How to complete this task — Word for word, reproduce all entries below, leaving every picture out.

(Collected data entries)
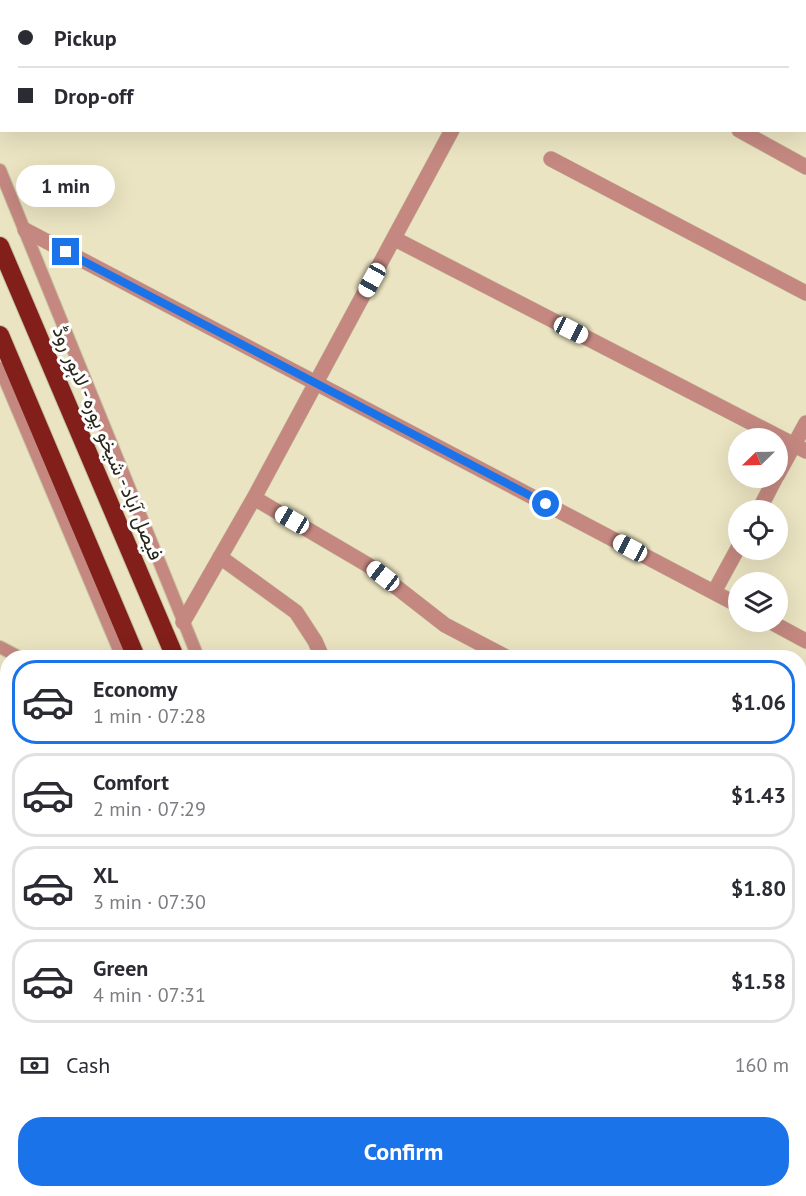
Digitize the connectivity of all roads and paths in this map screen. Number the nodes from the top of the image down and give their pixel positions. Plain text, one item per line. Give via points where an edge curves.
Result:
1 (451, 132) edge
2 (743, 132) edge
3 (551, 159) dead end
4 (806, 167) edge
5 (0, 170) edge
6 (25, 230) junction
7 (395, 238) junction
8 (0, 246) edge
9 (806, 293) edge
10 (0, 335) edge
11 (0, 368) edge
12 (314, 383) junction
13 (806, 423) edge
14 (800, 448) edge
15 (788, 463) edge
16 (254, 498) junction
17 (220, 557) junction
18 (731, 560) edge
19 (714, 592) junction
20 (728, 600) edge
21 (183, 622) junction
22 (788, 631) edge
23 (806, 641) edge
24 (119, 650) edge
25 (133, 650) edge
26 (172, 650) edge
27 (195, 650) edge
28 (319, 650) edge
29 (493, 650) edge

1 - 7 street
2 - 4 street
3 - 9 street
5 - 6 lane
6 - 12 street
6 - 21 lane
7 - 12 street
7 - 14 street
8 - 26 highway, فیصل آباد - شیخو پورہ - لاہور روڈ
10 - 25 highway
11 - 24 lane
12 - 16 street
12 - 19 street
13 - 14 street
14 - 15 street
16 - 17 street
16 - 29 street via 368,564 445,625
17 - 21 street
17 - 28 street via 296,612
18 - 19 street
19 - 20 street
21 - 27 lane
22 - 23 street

Answer box —
Digitize the connectivity of all roads and paths in this map screen. Number the nodes from the top of the image down and give their pixel positions. Plain text, one item per line. Give via points where an edge curves.
Result:
1 (451, 132) edge
2 (743, 132) edge
3 (551, 159) dead end
4 (806, 167) edge
5 (0, 170) edge
6 (25, 230) junction
7 (395, 238) junction
8 (0, 246) edge
9 (806, 293) edge
10 (0, 335) edge
11 (0, 368) edge
12 (314, 383) junction
13 (806, 423) edge
14 (800, 448) edge
15 (788, 463) edge
16 (254, 498) junction
17 (220, 557) junction
18 (731, 560) edge
19 (714, 592) junction
20 (728, 600) edge
21 (183, 622) junction
22 (788, 631) edge
23 (806, 641) edge
24 (119, 650) edge
25 (133, 650) edge
26 (172, 650) edge
27 (195, 650) edge
28 (319, 650) edge
29 (493, 650) edge

1 - 7 street
2 - 4 street
3 - 9 street
5 - 6 lane
6 - 12 street
6 - 21 lane
7 - 12 street
7 - 14 street
8 - 26 highway, فیصل آباد - شیخو پورہ - لاہور روڈ
10 - 25 highway
11 - 24 lane
12 - 16 street
12 - 19 street
13 - 14 street
14 - 15 street
16 - 17 street
16 - 29 street via 368,564 445,625
17 - 21 street
17 - 28 street via 296,612
18 - 19 street
19 - 20 street
21 - 27 lane
22 - 23 street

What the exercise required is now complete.